*** Opening of Data extracts ***
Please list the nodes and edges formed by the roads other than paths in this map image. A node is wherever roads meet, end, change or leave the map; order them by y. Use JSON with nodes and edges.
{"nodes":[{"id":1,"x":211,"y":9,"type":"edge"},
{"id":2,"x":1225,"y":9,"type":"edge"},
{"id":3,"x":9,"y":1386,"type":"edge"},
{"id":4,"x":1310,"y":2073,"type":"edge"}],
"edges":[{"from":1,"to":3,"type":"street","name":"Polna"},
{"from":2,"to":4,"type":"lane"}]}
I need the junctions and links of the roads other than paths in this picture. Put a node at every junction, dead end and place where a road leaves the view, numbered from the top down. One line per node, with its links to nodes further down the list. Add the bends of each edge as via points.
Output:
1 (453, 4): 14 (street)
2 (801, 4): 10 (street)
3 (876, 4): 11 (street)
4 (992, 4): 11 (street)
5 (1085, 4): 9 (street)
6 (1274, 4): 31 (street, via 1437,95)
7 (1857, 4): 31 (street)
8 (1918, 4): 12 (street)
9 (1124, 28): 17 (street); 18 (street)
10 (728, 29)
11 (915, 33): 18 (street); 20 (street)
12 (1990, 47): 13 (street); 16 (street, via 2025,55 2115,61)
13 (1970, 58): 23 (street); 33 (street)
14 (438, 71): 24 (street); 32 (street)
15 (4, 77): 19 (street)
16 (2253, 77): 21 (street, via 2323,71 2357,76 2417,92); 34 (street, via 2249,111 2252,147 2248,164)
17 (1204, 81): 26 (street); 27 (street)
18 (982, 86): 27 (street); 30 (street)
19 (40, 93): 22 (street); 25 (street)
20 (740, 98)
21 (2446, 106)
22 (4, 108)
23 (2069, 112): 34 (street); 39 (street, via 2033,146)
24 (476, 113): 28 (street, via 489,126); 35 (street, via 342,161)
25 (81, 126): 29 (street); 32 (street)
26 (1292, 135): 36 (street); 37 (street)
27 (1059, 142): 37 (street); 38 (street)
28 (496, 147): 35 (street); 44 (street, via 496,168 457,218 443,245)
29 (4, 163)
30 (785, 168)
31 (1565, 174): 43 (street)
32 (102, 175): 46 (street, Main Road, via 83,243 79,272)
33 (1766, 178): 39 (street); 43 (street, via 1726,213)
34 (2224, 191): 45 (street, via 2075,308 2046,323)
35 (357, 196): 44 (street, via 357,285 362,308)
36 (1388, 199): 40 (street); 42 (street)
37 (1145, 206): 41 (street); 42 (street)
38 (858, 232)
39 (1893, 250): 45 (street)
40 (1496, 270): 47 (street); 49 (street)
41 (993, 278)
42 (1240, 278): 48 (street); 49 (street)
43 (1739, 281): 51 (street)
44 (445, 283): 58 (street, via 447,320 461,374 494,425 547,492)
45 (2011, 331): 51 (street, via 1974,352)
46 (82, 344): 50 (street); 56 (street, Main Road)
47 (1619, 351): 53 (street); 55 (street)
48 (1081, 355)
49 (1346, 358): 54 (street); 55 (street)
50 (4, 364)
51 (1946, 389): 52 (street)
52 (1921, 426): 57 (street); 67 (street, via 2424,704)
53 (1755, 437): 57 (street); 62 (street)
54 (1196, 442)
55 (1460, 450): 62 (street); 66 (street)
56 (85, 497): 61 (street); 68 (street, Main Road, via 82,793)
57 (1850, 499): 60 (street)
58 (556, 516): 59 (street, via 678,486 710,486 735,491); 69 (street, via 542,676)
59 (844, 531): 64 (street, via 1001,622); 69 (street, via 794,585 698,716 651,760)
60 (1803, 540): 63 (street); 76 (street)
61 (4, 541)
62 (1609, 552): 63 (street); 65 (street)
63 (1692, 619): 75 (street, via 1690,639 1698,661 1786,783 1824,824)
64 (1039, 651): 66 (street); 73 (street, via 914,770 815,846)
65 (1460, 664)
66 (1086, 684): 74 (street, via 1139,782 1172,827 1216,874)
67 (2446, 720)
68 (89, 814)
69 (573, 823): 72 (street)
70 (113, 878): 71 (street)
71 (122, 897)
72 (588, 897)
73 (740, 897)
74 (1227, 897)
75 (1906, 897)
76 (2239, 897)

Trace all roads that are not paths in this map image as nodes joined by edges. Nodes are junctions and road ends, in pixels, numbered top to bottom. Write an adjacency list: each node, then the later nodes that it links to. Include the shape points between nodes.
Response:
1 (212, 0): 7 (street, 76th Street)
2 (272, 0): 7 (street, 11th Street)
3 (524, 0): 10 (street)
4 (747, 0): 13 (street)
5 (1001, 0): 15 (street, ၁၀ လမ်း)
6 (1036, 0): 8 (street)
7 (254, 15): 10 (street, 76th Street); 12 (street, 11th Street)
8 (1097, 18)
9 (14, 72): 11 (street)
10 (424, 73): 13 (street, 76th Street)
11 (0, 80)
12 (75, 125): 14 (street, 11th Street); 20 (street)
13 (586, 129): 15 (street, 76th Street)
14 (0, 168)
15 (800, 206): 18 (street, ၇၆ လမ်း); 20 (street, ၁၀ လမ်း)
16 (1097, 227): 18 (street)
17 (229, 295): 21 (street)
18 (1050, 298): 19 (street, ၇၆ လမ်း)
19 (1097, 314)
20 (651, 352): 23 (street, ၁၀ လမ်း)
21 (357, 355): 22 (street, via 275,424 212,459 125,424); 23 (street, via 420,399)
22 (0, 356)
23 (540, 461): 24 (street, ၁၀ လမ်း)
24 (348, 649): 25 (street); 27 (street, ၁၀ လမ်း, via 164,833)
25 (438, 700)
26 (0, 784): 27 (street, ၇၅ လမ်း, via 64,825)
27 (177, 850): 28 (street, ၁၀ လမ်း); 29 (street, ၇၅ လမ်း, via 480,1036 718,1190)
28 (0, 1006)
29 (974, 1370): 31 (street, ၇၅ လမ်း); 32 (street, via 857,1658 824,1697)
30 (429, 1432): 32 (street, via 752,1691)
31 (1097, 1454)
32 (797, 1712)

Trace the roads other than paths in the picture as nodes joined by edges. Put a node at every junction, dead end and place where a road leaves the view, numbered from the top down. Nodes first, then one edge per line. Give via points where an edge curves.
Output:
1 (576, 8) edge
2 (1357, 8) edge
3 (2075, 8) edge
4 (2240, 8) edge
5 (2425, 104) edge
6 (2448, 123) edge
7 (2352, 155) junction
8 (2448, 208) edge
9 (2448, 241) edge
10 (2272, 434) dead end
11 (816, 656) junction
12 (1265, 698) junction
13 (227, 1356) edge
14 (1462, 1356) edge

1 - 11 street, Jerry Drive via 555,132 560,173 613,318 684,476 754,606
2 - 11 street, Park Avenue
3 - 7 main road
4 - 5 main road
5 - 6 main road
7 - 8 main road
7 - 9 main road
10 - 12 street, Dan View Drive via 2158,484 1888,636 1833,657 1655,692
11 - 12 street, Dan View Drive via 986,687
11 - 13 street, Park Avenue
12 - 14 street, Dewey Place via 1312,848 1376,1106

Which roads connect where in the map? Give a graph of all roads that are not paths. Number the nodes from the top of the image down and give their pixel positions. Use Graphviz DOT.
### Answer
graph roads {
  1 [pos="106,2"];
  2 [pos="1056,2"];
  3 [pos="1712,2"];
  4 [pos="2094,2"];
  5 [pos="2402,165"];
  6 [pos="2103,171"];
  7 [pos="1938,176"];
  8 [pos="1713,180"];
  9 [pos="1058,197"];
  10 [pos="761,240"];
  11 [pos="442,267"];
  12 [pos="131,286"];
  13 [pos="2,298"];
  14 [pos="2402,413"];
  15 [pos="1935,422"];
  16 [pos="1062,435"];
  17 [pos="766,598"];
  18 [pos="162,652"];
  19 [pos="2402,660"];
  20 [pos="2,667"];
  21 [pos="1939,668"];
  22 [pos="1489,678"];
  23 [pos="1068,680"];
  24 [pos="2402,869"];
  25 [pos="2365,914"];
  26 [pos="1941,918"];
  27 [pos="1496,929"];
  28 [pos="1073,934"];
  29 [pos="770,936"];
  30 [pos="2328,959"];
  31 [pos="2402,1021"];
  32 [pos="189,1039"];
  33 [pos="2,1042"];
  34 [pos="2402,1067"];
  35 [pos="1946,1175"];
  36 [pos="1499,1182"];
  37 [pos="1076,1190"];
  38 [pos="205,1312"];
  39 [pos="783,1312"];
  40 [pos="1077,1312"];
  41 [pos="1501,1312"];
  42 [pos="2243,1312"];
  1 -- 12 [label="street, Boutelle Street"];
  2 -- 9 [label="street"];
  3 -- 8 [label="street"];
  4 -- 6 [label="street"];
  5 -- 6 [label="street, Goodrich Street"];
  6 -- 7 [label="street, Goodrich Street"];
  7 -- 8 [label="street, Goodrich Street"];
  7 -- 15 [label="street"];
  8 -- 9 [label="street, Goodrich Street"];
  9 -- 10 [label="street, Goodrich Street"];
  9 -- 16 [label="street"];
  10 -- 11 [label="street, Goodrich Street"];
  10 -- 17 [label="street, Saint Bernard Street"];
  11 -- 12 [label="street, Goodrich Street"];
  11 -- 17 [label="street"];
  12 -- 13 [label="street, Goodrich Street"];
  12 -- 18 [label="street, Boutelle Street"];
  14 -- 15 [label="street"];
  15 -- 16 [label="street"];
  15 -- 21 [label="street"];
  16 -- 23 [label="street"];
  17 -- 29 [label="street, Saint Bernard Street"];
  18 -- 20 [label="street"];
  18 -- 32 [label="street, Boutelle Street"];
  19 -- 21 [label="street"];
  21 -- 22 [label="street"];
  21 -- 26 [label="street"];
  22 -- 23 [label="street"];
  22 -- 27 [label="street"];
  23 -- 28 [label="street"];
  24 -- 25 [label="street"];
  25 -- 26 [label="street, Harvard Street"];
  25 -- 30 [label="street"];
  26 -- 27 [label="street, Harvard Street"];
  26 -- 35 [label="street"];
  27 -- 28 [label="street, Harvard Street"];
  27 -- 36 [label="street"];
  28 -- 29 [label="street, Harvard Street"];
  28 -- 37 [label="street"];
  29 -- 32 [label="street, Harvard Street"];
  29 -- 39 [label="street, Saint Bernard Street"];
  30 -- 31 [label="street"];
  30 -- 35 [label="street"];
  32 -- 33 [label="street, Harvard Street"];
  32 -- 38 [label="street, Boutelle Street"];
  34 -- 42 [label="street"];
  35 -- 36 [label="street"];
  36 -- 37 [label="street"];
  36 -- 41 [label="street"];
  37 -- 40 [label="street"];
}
*** Close of Data extracts ***
# [Problem to solve]
Return exactly the lines above from the line that has "Trace all roads" through the line that has "Trace the roads", inclusive, and nothing else.

# [Reply]
Trace all roads that are not paths in this map image as nodes joined by edges. Nodes are junctions and road ends, in pixels, numbered top to bottom. Write an adjacency list: each node, then the later nodes that it links to. Include the shape points between nodes.
Response:
1 (212, 0): 7 (street, 76th Street)
2 (272, 0): 7 (street, 11th Street)
3 (524, 0): 10 (street)
4 (747, 0): 13 (street)
5 (1001, 0): 15 (street, ၁၀ လမ်း)
6 (1036, 0): 8 (street)
7 (254, 15): 10 (street, 76th Street); 12 (street, 11th Street)
8 (1097, 18)
9 (14, 72): 11 (street)
10 (424, 73): 13 (street, 76th Street)
11 (0, 80)
12 (75, 125): 14 (street, 11th Street); 20 (street)
13 (586, 129): 15 (street, 76th Street)
14 (0, 168)
15 (800, 206): 18 (street, ၇၆ လမ်း); 20 (street, ၁၀ လမ်း)
16 (1097, 227): 18 (street)
17 (229, 295): 21 (street)
18 (1050, 298): 19 (street, ၇၆ လမ်း)
19 (1097, 314)
20 (651, 352): 23 (street, ၁၀ လမ်း)
21 (357, 355): 22 (street, via 275,424 212,459 125,424); 23 (street, via 420,399)
22 (0, 356)
23 (540, 461): 24 (street, ၁၀ လမ်း)
24 (348, 649): 25 (street); 27 (street, ၁၀ လမ်း, via 164,833)
25 (438, 700)
26 (0, 784): 27 (street, ၇၅ လမ်း, via 64,825)
27 (177, 850): 28 (street, ၁၀ လမ်း); 29 (street, ၇၅ လမ်း, via 480,1036 718,1190)
28 (0, 1006)
29 (974, 1370): 31 (street, ၇၅ လမ်း); 32 (street, via 857,1658 824,1697)
30 (429, 1432): 32 (street, via 752,1691)
31 (1097, 1454)
32 (797, 1712)

Trace the roads other than paths in the picture as nodes joined by edges. Put a node at every junction, dead end and place where a road leaves the view, numbered from the top down. Nodes first, then one edge per line. Give via points where an edge curves.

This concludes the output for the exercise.